### Requirement
Count every line below in which "Parliament" occurs, then give only the count.

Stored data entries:

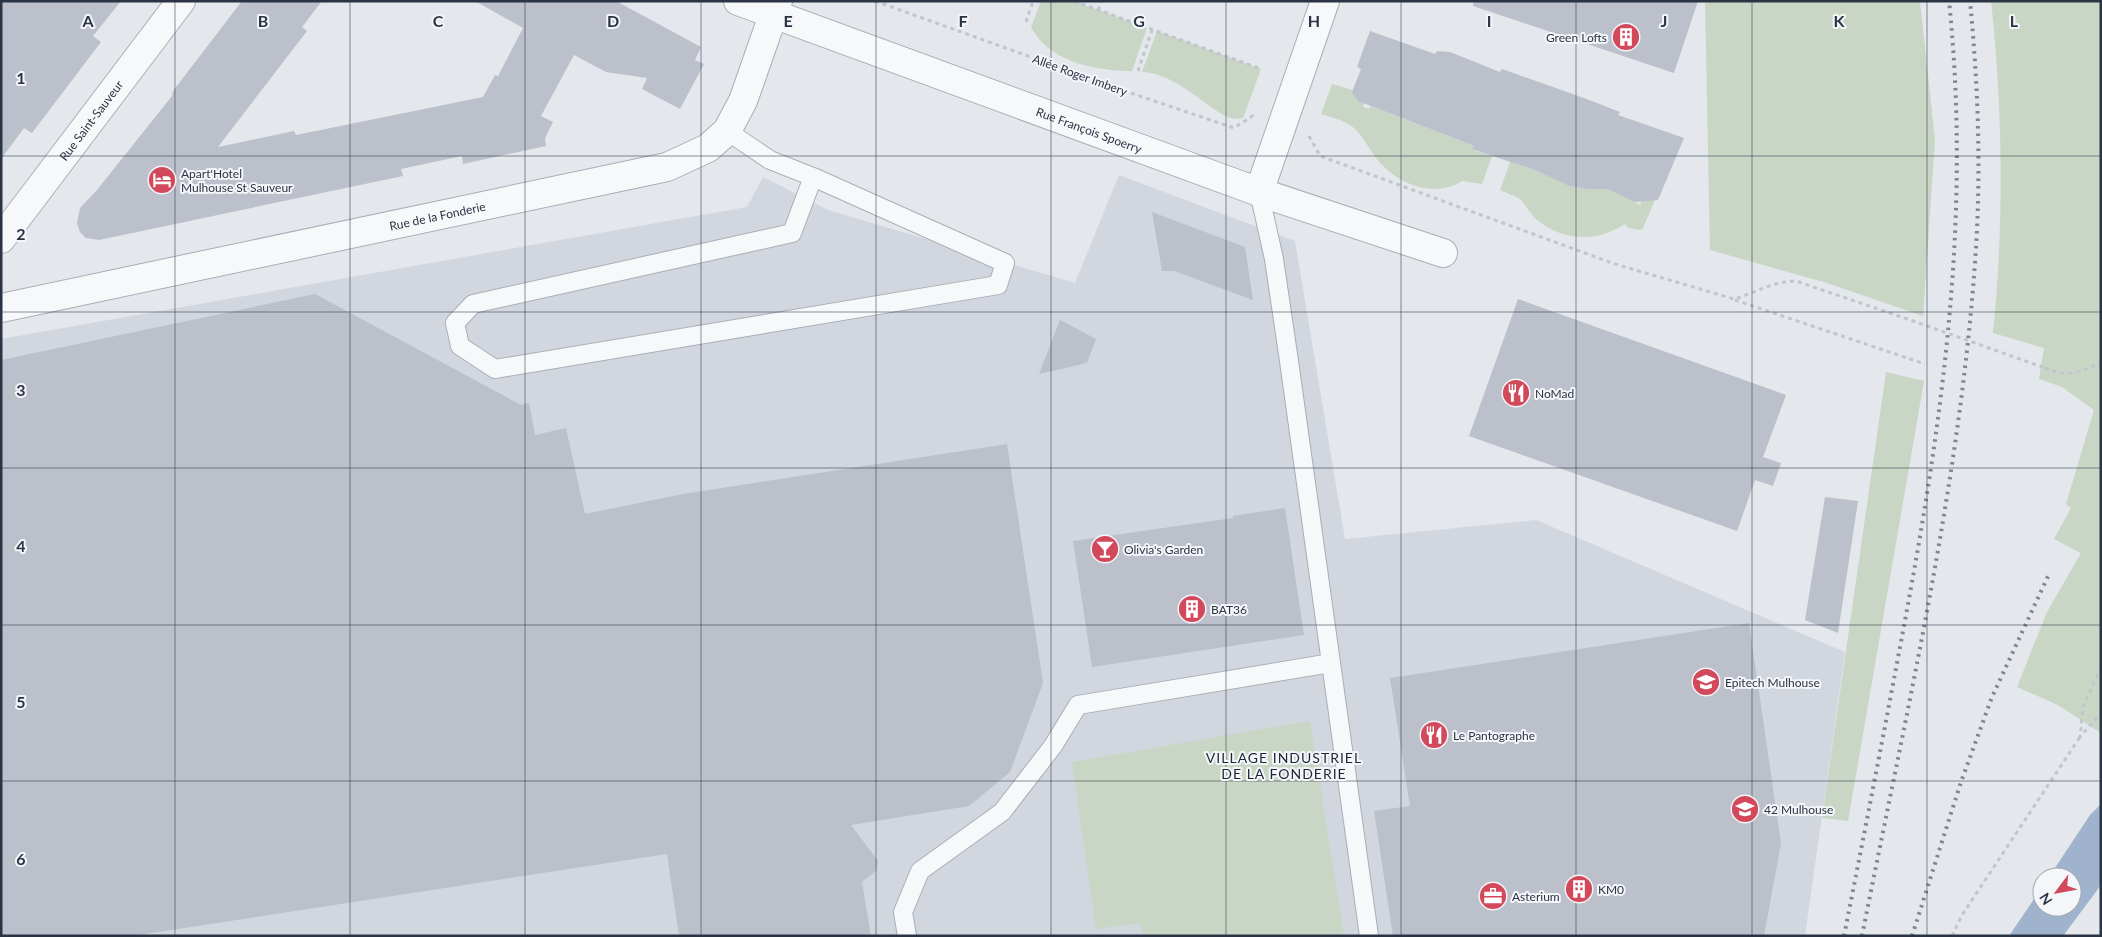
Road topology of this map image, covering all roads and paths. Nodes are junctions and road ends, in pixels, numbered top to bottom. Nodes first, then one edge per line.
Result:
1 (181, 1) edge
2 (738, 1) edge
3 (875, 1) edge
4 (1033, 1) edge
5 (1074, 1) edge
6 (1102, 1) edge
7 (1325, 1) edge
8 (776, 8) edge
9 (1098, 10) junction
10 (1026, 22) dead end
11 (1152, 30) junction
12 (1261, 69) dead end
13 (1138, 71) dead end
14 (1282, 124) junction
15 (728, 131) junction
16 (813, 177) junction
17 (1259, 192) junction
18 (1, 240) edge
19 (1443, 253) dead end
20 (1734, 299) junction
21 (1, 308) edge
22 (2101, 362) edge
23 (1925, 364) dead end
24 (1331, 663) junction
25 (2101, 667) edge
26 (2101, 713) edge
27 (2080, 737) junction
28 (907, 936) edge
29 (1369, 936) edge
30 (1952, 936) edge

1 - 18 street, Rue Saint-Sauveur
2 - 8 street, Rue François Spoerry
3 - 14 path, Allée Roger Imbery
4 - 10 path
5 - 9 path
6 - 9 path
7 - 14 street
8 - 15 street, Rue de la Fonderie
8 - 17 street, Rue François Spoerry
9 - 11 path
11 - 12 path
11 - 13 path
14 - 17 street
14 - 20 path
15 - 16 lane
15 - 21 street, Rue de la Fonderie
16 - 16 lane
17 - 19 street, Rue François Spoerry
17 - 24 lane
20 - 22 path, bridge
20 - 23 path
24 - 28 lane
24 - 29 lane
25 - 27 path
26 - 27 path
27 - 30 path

---

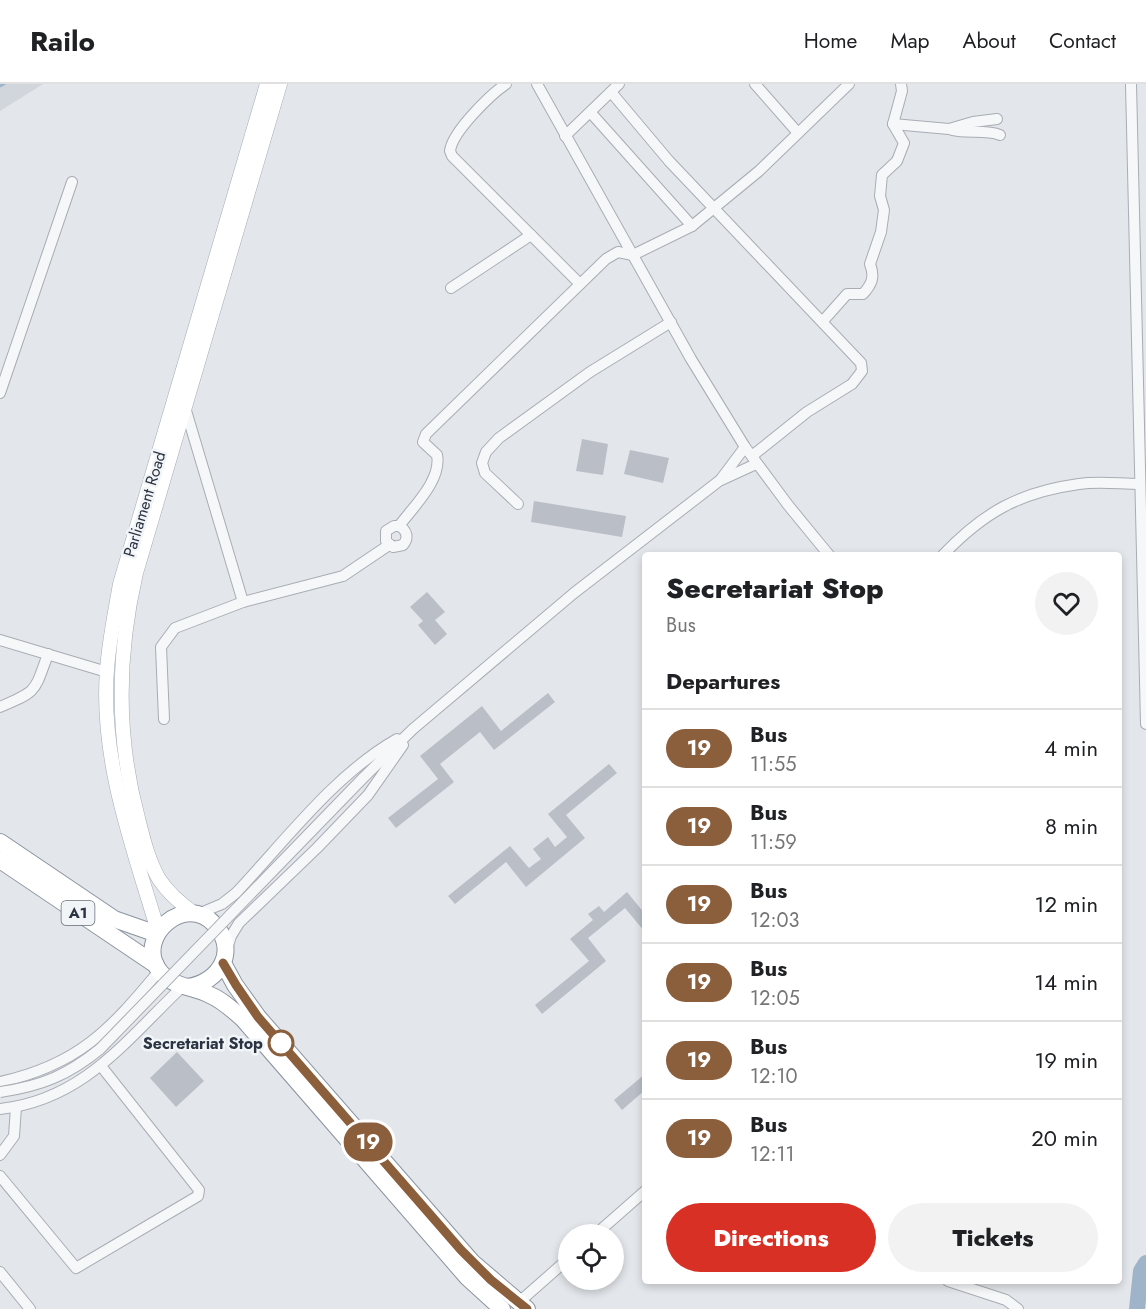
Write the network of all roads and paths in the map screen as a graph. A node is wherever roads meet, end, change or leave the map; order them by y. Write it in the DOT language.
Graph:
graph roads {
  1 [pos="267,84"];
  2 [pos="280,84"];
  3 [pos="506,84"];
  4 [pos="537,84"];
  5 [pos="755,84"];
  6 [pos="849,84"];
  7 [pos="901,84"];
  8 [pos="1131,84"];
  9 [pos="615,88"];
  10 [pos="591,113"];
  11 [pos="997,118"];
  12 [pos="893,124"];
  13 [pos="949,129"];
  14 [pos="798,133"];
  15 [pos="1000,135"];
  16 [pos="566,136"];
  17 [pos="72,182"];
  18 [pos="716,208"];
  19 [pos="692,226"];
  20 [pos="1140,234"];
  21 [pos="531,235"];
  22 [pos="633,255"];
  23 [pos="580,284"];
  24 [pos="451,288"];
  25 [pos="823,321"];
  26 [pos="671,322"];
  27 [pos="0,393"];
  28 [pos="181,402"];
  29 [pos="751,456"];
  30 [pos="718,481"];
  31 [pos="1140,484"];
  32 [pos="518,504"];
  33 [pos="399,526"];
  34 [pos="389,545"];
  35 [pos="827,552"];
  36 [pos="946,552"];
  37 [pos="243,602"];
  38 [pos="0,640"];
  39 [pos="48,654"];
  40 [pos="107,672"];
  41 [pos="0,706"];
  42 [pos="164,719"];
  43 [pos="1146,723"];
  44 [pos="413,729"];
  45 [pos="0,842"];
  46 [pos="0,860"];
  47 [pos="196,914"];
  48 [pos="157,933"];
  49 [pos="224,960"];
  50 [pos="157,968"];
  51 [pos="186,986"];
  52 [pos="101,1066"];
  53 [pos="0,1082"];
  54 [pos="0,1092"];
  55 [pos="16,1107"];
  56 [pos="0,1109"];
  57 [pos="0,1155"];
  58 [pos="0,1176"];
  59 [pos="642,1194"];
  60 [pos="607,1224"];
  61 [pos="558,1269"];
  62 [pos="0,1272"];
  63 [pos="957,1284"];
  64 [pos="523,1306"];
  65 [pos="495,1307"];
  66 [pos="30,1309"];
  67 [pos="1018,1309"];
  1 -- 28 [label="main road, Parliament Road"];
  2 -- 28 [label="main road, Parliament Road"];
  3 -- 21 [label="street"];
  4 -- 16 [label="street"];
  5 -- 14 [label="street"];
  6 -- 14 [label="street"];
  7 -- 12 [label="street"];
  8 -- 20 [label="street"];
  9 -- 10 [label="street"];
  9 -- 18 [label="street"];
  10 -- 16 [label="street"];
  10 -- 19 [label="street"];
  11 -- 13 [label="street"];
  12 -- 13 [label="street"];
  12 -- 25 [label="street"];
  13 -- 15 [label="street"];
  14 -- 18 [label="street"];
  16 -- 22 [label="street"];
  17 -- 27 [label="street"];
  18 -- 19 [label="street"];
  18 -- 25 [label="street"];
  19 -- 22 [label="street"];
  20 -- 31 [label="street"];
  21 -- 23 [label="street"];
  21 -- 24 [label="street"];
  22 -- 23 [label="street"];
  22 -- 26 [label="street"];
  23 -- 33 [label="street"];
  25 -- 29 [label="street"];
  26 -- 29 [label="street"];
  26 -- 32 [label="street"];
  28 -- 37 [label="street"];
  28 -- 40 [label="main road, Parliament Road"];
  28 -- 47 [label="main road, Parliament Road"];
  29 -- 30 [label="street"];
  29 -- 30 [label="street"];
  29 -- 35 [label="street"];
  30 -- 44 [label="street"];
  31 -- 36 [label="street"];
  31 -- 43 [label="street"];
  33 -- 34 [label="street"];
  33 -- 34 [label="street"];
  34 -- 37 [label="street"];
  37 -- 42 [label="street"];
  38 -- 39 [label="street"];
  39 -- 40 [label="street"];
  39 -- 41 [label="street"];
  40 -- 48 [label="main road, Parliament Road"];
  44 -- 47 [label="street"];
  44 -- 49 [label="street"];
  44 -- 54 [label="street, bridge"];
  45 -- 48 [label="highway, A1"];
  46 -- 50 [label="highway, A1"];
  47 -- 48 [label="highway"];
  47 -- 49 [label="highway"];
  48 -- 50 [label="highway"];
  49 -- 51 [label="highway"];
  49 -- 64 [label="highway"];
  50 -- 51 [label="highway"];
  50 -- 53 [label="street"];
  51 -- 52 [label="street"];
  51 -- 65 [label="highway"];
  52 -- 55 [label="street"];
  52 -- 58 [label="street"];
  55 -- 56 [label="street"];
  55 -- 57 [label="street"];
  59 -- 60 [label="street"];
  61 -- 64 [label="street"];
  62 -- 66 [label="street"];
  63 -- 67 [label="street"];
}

### Solution to the problem
5